Frequently Asked Questions
This is listed as a barebone system — what exactly does that mean, and what do I need to add?
Barebone means the NUC 14 Pro ships with the chassis, motherboard, CPU, and cooling system pre-installed, but without RAM or storage. You will need to install DDR5 SO-DIMMs (up to 96GB across two slots) and an M.2 NVMe SSD before the system will POST and boot. This modular approach lets you spec memory and storage independently rather than paying for a bundle you don't need.
What CPU is in the RNUC14RVHU500000I specifically?
The RNUC14RVHU500000I SKU is built around the Intel Core Ultra 5 processor (Meteor Lake architecture).

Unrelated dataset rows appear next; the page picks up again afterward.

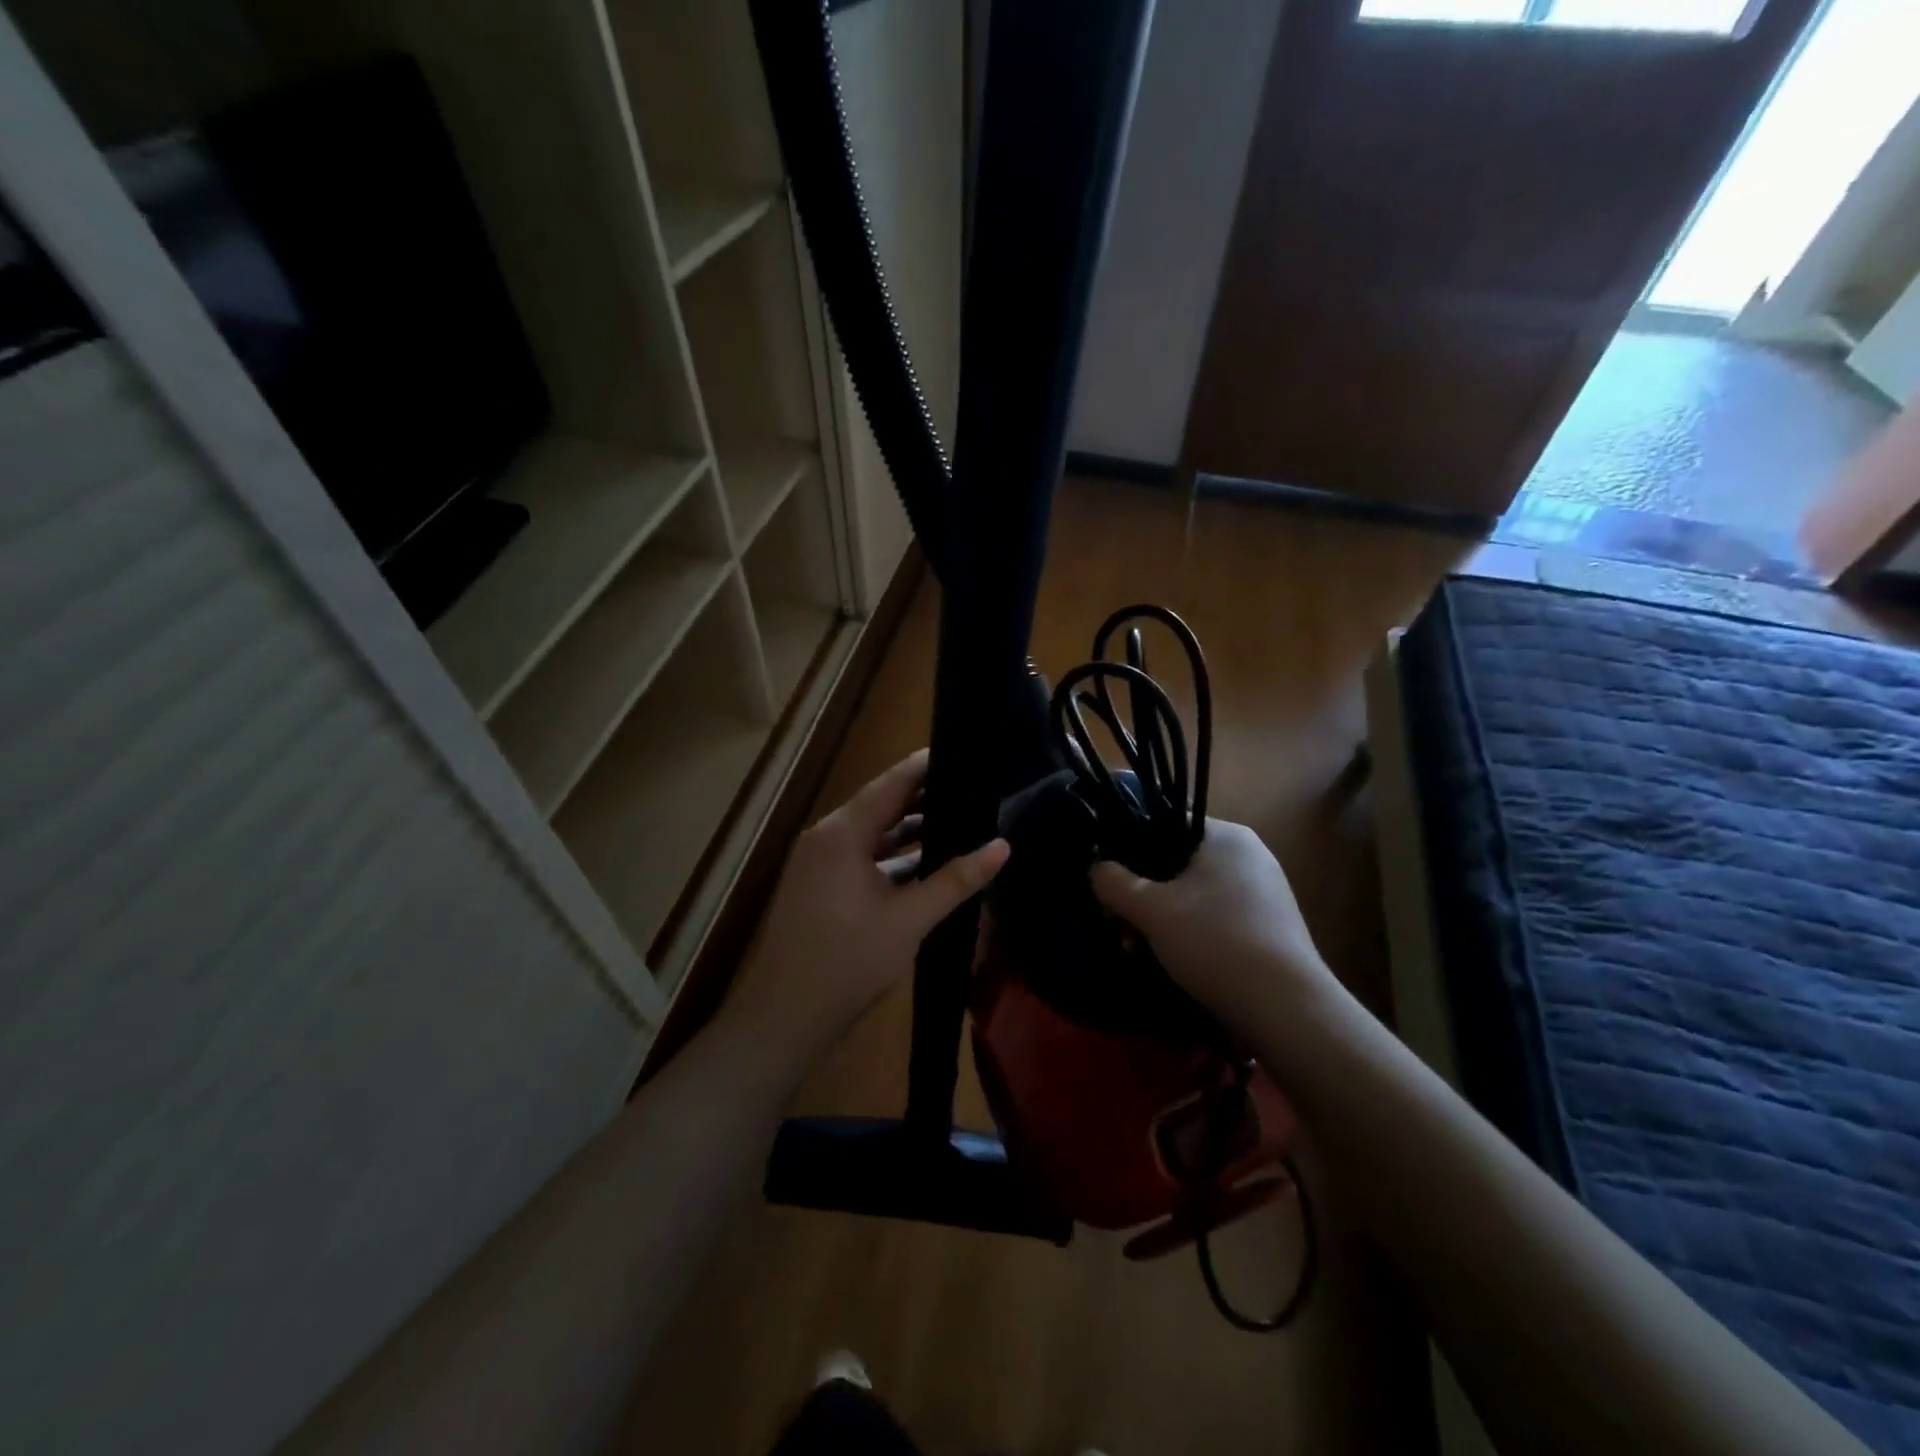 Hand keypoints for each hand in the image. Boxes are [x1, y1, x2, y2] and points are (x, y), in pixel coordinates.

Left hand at [726, 750, 1010, 1053]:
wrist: (783, 1017)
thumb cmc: (848, 962)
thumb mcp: (909, 920)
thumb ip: (956, 880)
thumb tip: (1003, 847)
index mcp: (842, 833)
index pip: (892, 783)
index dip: (927, 766)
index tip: (964, 752)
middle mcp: (826, 837)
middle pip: (881, 804)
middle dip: (924, 797)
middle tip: (971, 788)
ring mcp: (818, 862)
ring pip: (871, 833)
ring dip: (909, 829)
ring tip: (958, 821)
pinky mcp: (818, 885)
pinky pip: (860, 856)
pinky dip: (891, 855)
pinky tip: (924, 863)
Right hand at [1090, 818, 1335, 1032]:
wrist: (1286, 1009)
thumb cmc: (1214, 942)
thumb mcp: (1151, 910)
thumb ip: (1114, 883)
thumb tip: (1096, 869)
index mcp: (1227, 836)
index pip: (1166, 823)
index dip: (1131, 848)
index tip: (1110, 880)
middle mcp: (1250, 856)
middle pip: (1177, 864)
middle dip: (1143, 894)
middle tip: (1118, 922)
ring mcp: (1264, 893)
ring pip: (1195, 896)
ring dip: (1161, 919)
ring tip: (1137, 949)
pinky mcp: (1270, 929)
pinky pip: (1217, 919)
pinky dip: (1190, 935)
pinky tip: (1171, 962)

It features Intel's NPU (Neural Processing Unit) for AI inference workloads offloaded from the CPU and GPU, and Intel Arc graphics replacing the previous-generation Iris Xe — delivering meaningfully higher GPU throughput for light creative and display-intensive tasks.

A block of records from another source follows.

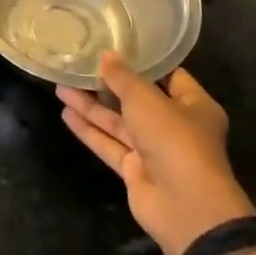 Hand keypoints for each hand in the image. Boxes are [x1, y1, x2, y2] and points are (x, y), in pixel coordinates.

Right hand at [58, 53, 254, 254]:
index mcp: (194, 105)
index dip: (142, 63)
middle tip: (78, 67)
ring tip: (61, 87)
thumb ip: (123, 77)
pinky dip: (90, 130)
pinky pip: (109, 144)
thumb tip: (106, 55)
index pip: (168, 77)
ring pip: (118, 123)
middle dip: (108, 85)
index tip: (114, 47)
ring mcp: (154, 150)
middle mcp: (176, 126)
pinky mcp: (135, 170)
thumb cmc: (175, 140)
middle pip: (137, 100)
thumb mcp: (147, 100)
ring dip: (92, 107)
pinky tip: (66, 114)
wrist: (185, 206) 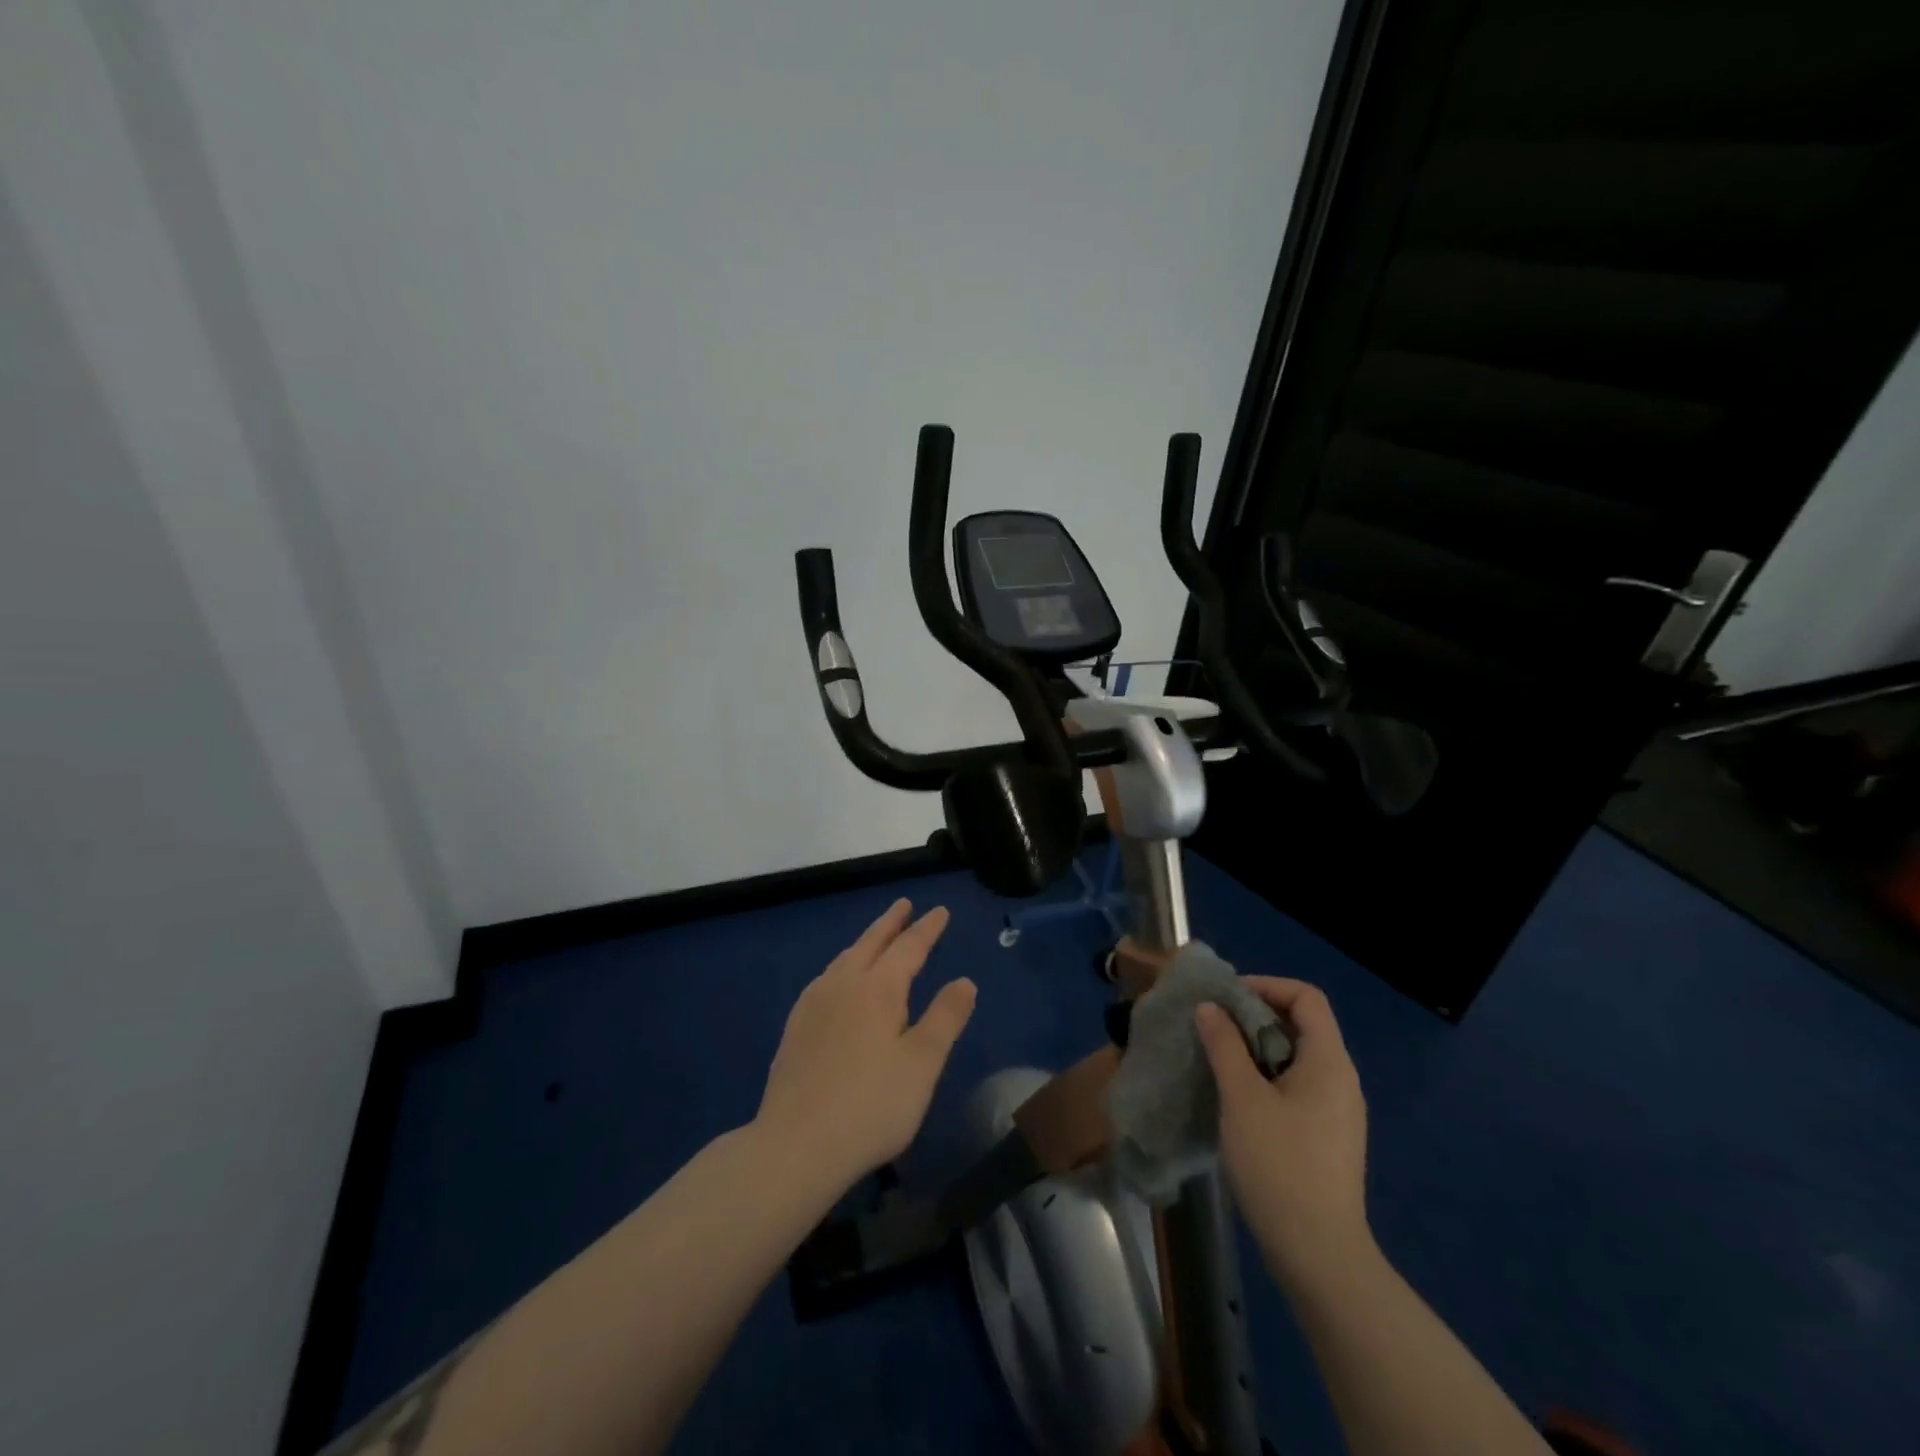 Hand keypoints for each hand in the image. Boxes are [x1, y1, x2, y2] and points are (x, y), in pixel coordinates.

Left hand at [755, 899, 976, 1189]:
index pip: (909, 947)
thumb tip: (964, 980)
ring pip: (844, 958)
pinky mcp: (795, 1027)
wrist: (796, 1144)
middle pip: (871, 942)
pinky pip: (826, 978)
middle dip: (891, 922)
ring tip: (875, 938)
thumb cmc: (871, 1105)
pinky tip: (839, 982)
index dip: (927, 929)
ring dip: (865, 942)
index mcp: (878, 988)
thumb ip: (945, 1018)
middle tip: (904, 904)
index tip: (940, 911)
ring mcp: (813, 1004)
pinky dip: (843, 965)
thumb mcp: (922, 1064)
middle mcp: (843, 984)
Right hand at [1195, 978, 1370, 1281]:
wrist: (1319, 1255)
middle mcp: (1341, 1080)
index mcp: (1329, 1062)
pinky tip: (1236, 1098)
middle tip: (1213, 1026)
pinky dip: (1266, 1077)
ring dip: (1256, 1048)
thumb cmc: (1280, 1165)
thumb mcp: (1242, 1098)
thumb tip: (1210, 1008)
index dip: (1266, 986)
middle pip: (1301, 1025)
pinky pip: (1297, 1087)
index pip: (1307, 998)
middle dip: (1254, 1016)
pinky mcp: (1327, 1138)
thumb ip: (1225, 1046)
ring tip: (1217, 1058)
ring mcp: (1337, 1112)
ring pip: (1296, 1058)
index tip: (1226, 998)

What display connectivity does this NUC support?
The NUC 14 Pro supports multiple simultaneous displays via Thunderbolt 4, HDMI 2.1, and USB4 ports depending on the specific port configuration of this SKU. Thunderbolt 4 supports up to 8K display output and daisy-chaining — confirm the rear I/O layout in the full spec sheet for exact display count limits.
How does the NUC 14 Pro's thermal design handle sustained workloads in such a small chassis?
ASUS's smart cooling system in the NUC 14 Pro uses a redesigned fan and vapor chamber heatsink path to manage the Core Ultra 5's configurable TDP. Under sustained multi-core loads the system manages thermals through fan ramp — audible under heavy compute — but avoids the sustained throttling that plagued earlier NUC generations. In light-to-moderate office workloads the system is near-silent.
Can the NUC 14 Pro run dual 4K monitors for a productivity workstation setup?
Yes. The Thunderbolt 4 and HDMI 2.1 ports provide sufficient bandwidth for simultaneous dual 4K/60Hz output. Triple or quad display configurations are possible with Thunderbolt daisy-chaining or a Thunderbolt dock, though this depends on the display adapter chain and is subject to Intel's display engine limits.